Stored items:
=-=-=

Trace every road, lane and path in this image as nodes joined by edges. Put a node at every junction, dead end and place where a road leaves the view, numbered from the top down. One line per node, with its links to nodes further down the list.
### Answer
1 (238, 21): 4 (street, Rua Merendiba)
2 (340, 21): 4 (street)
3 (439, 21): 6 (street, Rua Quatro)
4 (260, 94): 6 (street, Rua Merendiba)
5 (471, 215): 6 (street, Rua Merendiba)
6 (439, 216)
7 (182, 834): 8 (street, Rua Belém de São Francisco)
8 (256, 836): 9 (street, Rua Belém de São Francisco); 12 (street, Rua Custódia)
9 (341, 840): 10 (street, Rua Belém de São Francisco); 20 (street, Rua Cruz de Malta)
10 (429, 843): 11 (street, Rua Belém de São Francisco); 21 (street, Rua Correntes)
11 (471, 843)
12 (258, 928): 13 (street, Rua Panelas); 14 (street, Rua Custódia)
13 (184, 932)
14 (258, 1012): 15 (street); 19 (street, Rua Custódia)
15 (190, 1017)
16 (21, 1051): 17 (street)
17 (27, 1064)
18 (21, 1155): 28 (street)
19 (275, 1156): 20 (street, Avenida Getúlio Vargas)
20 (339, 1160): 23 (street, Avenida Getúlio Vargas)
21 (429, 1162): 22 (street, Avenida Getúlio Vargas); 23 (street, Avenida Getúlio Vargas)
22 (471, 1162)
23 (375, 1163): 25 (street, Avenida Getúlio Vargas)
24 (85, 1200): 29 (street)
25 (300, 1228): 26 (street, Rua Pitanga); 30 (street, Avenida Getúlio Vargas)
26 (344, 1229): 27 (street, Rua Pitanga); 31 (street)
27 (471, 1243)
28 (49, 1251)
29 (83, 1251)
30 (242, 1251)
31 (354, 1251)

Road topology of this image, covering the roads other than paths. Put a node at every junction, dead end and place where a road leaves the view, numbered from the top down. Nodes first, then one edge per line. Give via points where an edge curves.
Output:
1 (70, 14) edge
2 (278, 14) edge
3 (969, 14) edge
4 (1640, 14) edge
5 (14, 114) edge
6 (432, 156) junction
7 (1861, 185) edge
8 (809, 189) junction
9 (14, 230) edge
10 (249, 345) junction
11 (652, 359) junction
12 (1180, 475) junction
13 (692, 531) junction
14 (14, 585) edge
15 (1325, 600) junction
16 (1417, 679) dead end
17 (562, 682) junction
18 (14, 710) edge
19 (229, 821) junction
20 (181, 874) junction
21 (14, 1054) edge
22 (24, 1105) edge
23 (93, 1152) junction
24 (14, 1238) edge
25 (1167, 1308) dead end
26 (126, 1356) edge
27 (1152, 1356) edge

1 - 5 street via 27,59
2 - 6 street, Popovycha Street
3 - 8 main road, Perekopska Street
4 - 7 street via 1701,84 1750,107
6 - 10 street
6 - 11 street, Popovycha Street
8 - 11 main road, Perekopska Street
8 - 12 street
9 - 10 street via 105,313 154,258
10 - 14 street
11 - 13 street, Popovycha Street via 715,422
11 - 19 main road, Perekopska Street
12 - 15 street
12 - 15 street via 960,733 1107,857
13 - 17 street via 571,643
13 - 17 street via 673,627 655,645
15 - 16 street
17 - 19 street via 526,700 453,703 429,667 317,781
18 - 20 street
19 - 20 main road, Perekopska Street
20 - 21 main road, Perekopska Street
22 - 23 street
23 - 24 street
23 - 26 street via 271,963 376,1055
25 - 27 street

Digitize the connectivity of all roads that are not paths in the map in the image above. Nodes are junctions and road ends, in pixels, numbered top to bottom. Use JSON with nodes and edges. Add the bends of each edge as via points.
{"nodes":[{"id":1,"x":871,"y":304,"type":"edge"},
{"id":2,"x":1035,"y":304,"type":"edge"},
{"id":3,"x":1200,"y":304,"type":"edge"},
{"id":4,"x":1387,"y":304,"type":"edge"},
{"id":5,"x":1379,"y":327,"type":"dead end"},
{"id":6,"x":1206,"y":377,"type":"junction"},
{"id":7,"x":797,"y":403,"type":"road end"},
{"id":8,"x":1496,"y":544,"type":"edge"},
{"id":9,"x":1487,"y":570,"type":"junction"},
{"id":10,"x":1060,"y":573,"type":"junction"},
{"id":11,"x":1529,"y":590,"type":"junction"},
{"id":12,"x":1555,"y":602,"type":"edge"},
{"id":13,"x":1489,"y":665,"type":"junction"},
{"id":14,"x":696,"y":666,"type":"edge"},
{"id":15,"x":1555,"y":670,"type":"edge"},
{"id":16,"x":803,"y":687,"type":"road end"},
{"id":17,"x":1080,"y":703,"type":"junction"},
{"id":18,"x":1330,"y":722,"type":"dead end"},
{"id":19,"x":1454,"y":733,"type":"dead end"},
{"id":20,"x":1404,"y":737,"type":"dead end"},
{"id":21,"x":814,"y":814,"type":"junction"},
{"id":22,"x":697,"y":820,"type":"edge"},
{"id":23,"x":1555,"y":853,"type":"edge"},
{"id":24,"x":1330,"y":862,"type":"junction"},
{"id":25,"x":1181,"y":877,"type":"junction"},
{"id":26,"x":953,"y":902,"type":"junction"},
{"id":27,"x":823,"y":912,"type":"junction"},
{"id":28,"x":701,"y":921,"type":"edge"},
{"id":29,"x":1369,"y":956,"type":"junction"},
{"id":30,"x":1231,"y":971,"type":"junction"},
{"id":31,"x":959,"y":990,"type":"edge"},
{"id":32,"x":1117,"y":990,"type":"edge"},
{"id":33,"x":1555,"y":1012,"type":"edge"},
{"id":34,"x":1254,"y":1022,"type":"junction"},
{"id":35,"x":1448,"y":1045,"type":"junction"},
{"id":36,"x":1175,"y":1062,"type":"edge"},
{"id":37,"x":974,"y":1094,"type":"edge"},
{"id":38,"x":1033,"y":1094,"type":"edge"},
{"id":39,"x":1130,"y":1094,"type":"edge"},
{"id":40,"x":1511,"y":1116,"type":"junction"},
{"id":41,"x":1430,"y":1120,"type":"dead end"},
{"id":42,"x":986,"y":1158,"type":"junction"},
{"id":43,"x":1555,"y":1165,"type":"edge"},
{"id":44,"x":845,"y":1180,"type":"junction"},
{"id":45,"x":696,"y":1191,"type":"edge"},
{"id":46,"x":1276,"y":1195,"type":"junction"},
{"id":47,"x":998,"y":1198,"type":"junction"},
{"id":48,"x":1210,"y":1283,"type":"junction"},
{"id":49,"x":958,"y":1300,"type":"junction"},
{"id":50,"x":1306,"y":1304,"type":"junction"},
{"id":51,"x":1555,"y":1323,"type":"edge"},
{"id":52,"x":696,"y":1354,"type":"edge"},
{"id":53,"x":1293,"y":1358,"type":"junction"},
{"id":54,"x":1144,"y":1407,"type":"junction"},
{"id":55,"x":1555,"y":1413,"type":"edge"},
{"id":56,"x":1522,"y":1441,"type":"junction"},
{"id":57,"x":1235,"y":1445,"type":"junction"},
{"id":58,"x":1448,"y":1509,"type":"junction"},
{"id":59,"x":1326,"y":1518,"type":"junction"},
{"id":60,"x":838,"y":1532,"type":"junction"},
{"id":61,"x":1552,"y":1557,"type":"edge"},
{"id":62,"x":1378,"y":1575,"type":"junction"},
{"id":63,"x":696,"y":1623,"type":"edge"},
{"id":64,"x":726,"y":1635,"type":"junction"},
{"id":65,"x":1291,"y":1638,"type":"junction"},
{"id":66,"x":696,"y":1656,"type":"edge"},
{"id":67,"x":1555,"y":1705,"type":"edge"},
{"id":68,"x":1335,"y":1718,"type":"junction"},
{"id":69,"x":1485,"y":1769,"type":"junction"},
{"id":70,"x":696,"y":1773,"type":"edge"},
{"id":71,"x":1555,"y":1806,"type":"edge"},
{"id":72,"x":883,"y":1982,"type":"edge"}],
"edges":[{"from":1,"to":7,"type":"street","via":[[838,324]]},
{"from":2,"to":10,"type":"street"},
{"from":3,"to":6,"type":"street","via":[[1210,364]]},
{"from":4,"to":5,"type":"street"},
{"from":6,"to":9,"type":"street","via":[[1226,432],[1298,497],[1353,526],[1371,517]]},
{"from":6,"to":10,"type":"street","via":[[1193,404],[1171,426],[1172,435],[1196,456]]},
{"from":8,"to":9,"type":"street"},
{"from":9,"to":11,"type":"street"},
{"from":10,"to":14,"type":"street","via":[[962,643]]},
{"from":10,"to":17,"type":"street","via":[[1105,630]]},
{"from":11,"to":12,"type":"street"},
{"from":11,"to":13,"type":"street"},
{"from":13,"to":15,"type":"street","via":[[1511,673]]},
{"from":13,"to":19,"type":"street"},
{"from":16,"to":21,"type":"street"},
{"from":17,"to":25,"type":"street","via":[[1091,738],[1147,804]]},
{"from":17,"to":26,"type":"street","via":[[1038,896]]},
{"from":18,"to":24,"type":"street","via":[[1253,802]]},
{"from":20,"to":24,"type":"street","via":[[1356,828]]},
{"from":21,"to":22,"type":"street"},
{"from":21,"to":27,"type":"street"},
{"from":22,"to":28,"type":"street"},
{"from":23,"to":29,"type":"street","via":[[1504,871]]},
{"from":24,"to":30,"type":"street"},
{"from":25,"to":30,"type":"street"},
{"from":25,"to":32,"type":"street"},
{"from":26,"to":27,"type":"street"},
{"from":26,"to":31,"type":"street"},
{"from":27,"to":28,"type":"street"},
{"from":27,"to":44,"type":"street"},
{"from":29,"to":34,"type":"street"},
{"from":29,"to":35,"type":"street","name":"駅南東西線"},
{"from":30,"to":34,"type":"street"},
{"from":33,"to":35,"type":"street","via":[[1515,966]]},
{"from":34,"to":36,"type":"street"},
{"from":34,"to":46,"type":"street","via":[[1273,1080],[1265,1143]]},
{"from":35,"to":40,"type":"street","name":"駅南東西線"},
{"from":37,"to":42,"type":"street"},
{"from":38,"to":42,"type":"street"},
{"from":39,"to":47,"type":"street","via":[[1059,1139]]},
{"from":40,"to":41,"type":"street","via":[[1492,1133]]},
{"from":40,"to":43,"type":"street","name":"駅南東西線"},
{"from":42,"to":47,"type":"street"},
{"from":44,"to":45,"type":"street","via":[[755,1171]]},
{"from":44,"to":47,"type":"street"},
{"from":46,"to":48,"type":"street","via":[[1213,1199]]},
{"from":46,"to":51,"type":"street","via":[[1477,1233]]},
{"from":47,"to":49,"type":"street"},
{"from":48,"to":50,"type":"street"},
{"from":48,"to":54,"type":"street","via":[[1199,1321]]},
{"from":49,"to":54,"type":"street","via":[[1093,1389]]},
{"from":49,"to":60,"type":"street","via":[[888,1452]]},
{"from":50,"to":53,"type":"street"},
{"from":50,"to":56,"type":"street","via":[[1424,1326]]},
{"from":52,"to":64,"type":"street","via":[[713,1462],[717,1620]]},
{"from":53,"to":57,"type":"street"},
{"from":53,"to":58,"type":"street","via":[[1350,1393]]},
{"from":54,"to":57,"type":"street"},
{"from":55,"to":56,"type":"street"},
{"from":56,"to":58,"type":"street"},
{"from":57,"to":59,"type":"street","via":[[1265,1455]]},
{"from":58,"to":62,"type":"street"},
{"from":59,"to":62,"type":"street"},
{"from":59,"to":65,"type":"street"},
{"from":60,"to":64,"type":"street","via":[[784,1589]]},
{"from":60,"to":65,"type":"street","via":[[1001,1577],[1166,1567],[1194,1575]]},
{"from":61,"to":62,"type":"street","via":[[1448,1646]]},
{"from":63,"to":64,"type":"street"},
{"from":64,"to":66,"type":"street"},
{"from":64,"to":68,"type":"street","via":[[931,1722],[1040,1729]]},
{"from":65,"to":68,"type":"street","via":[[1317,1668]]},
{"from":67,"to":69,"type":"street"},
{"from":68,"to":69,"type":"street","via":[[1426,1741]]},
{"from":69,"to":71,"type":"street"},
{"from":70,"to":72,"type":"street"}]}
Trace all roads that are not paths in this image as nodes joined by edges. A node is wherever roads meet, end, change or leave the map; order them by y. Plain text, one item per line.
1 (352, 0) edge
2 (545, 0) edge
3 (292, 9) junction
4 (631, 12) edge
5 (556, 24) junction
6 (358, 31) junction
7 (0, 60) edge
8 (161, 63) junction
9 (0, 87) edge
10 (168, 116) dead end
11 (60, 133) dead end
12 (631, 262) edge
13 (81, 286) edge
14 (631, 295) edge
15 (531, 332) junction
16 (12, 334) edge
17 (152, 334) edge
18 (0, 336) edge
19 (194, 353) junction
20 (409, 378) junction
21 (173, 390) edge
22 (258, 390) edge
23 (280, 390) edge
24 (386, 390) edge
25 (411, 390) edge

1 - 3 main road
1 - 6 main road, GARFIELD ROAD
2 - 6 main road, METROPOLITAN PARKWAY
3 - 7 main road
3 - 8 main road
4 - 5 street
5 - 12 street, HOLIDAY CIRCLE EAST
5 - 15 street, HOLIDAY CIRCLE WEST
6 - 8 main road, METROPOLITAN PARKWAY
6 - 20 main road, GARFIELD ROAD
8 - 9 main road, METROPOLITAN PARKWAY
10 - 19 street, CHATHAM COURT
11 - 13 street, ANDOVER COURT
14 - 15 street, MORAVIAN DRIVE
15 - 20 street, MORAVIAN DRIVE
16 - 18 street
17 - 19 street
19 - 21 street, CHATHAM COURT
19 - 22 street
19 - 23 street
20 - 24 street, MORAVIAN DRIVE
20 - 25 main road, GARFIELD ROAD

=-=-=

What is required: Where the word "Belém" appears in a line of the entries, copy that line.

Task output:
7 (182, 834): 8 (street, Rua Belém de São Francisco)
8 (256, 836): 9 (street, Rua Belém de São Francisco); 12 (street, Rua Custódia)
9 (341, 840): 10 (street, Rua Belém de São Francisco); 20 (street, Rua Cruz de Malta)
10 (429, 843): 11 (street, Rua Belém de São Francisco); 21 (street, Rua Correntes)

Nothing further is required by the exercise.